Investigating Underlying Drivers of Variability in Residential Energy
Usage Patterns with Daily Load Shape Clustering of Smart Meter Data
- URL: http://arxiv.org/abs/2102.11027v1
- Date: Tue, 16 Feb 2021 16:56:27 GMT
- Title: Investigating Underlying Drivers of Variability in Residential Energy
Usage Patterns with Daily Load Shape Clustering of Smart Meter Data
- Authors: Ling Jin, C. Anna Spurlock, Sam Borgeson, Alina Lazar, Daniel Fredman,
Annika Todd, Alexander Sim, Kesheng Wu
- Abstract summary: Large-scale deployment of smart meters has motivated increasing studies to explore disaggregated daily load patterns.
This paper aims to shed light on the mechanisms by which electricity consumption patterns exhibit variability.
- Score: 53.51471969978107
- License: http://arxiv.org/licenses/nonexclusive-distrib/1.0/
- Abstract: Residential customers have traditionally not been treated as individual
entities due to the high volatility in residential consumption patterns as well
as a historic focus on aggregated loads from the utility and system feeder
perspective. Large-scale deployment of smart meters has motivated increasing
studies to explore disaggregated daily load patterns, which can reveal
important heterogeneity across different time scales, weather conditions, as
well as within and across individual households. This paper aims to shed light
on the mechanisms by which electricity consumption patterns exhibit variability
and the different constraints that may affect demand-response (DR) flexibility.
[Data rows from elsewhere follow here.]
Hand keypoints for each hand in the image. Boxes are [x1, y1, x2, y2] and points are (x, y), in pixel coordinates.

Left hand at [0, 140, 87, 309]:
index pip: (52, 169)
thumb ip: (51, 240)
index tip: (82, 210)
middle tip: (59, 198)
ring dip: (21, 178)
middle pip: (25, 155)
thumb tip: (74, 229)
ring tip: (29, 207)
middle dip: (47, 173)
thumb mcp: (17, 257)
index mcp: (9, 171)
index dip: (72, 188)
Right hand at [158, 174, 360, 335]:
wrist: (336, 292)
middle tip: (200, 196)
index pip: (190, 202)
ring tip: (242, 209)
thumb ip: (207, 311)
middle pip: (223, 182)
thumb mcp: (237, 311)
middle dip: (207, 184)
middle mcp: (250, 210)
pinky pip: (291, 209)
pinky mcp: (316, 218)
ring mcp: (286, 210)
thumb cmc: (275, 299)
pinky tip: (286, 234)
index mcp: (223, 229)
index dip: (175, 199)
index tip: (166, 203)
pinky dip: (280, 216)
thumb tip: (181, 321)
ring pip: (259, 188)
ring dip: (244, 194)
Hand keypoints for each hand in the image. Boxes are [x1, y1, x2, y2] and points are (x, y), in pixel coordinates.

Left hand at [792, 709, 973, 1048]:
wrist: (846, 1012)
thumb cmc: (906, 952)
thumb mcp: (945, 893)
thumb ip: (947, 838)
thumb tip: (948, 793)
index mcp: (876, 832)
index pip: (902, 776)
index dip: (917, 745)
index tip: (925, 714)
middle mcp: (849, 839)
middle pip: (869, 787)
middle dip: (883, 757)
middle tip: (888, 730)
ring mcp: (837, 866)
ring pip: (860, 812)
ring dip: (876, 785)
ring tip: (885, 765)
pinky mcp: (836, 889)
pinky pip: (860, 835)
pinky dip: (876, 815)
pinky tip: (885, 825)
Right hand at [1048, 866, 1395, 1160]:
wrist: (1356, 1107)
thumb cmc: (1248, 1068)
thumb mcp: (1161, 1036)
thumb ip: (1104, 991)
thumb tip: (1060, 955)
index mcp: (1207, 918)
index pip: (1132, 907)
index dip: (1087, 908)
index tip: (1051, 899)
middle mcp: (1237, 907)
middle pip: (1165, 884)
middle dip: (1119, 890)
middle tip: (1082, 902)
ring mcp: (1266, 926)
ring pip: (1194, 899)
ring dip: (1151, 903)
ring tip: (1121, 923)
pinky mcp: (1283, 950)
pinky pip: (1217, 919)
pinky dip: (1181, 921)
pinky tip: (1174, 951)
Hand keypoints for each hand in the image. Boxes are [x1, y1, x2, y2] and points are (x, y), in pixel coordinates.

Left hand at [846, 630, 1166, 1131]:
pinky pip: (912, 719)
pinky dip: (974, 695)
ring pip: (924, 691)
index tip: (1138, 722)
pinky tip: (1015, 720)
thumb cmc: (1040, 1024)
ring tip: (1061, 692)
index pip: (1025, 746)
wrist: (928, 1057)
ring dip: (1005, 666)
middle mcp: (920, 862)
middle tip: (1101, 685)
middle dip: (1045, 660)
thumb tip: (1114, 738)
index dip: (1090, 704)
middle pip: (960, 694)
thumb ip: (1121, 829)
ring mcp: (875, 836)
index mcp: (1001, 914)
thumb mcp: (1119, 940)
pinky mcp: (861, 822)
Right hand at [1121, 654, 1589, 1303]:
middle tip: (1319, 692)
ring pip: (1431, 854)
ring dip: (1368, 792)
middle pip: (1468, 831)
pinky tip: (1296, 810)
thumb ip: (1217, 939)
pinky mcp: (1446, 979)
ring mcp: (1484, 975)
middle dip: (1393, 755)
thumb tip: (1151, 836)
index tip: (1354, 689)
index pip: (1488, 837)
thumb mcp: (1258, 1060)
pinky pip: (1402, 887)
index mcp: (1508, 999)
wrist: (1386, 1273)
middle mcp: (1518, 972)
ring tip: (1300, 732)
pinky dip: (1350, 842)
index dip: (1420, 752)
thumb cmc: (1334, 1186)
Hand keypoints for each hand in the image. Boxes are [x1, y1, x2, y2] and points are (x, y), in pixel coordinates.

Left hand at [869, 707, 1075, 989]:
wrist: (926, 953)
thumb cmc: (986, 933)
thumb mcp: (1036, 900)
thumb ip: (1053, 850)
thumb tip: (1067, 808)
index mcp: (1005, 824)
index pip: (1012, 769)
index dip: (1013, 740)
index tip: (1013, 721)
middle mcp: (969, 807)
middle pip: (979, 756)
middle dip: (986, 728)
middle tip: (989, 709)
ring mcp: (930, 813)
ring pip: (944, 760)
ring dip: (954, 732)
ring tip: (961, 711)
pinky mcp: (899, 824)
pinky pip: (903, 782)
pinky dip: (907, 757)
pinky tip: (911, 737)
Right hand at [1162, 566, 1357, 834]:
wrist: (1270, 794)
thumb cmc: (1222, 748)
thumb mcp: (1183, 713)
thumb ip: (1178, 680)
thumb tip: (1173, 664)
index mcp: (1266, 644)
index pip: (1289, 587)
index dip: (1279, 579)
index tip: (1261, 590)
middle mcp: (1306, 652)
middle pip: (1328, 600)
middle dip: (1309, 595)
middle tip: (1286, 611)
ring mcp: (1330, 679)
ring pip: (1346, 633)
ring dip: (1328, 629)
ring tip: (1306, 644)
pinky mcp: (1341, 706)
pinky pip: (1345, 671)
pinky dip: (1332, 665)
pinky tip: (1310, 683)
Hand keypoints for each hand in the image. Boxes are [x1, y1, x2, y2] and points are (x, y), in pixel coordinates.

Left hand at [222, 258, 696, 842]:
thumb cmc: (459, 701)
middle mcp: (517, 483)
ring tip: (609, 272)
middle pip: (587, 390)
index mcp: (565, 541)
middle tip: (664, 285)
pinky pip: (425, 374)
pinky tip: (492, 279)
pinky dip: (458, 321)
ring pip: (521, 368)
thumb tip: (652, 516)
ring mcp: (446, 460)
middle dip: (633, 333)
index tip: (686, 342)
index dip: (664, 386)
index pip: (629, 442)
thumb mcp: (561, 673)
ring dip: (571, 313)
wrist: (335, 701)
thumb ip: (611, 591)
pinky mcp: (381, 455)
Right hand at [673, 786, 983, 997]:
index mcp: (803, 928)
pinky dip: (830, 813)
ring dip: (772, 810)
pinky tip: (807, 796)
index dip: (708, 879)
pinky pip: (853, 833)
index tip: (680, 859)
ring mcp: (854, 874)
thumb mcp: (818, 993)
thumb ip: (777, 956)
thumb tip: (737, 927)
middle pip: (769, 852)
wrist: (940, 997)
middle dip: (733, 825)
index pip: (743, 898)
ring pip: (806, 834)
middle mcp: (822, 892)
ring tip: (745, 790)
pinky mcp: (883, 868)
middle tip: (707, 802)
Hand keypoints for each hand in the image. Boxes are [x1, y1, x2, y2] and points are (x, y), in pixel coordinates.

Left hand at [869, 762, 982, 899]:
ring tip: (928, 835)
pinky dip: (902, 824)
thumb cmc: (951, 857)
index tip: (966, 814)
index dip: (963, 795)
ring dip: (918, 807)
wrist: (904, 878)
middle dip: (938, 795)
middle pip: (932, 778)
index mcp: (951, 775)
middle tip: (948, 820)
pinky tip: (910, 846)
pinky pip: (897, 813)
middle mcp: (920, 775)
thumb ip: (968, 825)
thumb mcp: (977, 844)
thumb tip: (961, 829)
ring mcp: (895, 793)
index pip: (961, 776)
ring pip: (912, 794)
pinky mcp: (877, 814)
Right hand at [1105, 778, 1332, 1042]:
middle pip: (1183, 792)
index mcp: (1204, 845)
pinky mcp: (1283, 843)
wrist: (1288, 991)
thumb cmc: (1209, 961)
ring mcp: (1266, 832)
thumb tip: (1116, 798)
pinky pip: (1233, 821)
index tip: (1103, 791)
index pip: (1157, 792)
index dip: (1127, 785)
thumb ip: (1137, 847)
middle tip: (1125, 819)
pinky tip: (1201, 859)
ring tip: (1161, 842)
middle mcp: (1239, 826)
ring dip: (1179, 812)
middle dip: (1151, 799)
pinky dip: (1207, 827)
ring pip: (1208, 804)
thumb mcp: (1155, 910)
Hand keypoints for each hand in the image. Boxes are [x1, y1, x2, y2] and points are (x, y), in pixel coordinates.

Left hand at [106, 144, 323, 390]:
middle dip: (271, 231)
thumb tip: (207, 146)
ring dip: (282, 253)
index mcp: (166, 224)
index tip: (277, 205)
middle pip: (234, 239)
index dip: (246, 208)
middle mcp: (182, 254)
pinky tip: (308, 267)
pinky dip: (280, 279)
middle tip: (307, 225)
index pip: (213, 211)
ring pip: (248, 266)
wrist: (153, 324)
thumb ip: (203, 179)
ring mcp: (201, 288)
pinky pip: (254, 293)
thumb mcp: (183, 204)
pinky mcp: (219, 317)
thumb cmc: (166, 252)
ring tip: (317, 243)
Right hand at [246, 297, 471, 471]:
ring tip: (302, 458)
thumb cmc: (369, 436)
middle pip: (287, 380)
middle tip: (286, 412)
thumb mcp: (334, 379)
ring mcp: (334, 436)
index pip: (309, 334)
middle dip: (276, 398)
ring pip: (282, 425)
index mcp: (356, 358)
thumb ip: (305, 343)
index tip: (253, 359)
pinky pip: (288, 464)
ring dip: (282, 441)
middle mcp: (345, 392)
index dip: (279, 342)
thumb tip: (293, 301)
We systematically evaluate the relationship between daily time-of-use patterns
and their variability to external and internal influencing factors, including
time scales of interest, meteorological conditions, and household
characteristics by application of an improved version of the adaptive K-means
clustering method to profile "household-days" of a summer peaking utility. We
find that for this summer-peaking utility, outdoor temperature is the most
important external driver of the load shape variability relative to seasonality
and day-of-week. The top three consumption patterns represent approximately 50%
of usage on the highest temperature days. The variability in summer load shapes
across customers can be explained by the responsiveness of the households to
outside temperature. Our results suggest that depending on the influencing
factors, not all the consumption variability can be readily translated to
consumption flexibility. Such information needs to be further explored in
segmenting customers for better program targeting and tailoring to meet the
needs of the rapidly evolving electricity grid.